• [What to produce] State the number of lines that hold "Europos" in the records below, with no other words.

• [Records for this task]

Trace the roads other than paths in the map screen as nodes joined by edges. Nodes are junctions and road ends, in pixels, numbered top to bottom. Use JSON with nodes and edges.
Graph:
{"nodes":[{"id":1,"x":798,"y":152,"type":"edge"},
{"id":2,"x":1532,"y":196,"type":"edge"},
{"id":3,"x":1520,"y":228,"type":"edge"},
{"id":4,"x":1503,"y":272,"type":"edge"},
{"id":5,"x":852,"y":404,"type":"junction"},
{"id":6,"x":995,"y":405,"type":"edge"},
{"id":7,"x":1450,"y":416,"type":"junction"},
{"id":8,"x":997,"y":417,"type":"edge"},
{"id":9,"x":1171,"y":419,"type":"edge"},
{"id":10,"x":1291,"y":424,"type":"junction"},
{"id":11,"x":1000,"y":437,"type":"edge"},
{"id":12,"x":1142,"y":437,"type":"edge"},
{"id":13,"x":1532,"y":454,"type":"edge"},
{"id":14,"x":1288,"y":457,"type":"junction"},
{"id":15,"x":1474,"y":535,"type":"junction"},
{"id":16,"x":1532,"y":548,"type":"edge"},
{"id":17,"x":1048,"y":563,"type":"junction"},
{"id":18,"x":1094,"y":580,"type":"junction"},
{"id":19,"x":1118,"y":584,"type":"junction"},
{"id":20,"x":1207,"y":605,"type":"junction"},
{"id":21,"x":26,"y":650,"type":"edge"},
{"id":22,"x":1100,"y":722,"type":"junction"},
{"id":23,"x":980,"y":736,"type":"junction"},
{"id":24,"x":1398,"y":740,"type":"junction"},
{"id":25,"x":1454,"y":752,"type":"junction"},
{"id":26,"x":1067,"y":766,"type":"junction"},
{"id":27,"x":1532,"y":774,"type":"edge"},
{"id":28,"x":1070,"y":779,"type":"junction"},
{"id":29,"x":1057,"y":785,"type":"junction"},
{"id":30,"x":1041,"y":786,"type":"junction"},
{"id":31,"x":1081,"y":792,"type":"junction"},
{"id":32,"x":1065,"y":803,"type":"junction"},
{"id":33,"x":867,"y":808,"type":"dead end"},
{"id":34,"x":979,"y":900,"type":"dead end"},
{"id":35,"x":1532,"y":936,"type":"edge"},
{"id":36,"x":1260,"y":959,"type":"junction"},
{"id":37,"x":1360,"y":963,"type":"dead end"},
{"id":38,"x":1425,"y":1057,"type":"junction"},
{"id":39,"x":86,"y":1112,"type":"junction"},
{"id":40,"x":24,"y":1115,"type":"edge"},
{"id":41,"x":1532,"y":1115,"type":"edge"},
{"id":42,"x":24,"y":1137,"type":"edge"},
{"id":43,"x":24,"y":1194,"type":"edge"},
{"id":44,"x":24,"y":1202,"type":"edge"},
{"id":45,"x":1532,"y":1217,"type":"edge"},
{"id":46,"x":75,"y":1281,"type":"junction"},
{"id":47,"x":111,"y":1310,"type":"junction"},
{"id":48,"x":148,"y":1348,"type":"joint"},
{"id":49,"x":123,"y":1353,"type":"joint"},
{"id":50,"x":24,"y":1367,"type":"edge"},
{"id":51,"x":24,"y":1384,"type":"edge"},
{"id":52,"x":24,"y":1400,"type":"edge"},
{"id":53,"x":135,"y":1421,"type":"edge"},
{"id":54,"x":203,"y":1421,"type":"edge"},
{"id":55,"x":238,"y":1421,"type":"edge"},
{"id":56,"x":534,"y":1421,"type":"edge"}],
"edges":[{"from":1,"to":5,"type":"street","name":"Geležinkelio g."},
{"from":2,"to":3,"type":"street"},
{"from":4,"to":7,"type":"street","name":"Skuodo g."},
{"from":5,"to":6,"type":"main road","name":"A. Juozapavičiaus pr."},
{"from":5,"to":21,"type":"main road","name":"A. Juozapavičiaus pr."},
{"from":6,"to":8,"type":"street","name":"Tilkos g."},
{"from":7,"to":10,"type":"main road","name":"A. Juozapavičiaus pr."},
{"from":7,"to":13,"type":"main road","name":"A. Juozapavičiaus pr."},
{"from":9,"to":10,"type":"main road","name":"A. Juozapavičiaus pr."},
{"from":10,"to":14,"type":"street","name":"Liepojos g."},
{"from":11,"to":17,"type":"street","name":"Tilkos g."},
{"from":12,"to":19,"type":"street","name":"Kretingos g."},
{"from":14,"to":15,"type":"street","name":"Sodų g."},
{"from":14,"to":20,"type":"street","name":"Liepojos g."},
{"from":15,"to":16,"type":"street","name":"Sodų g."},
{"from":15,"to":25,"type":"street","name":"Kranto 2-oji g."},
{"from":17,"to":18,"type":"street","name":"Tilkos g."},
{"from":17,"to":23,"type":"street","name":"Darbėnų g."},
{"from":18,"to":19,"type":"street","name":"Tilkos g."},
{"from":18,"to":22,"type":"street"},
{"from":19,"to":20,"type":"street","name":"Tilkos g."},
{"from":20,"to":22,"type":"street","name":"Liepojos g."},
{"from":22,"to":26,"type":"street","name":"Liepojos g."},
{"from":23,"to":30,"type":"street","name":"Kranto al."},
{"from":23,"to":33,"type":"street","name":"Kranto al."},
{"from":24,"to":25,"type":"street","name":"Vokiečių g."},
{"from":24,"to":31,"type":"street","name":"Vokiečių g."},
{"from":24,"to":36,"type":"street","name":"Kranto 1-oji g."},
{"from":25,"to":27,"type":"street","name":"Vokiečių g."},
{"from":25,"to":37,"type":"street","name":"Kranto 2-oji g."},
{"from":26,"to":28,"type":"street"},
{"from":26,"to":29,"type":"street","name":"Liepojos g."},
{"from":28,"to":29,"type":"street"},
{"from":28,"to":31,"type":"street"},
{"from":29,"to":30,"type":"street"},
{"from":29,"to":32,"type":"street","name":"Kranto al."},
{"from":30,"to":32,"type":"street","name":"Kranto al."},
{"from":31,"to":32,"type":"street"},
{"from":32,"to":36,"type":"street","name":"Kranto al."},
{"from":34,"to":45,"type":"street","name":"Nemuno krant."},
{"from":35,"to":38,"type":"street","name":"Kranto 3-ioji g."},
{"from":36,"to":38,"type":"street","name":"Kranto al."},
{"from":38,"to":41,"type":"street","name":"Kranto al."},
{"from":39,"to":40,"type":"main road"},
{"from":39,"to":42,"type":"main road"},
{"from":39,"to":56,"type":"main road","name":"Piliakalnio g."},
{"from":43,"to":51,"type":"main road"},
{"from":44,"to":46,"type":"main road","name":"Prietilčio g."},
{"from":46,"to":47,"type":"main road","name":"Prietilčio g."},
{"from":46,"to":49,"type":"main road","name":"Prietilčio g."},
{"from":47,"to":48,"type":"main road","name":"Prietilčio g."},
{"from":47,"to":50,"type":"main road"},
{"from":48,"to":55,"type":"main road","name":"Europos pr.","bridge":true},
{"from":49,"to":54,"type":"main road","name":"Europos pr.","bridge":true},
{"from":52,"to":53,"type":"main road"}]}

• [Written solution] 2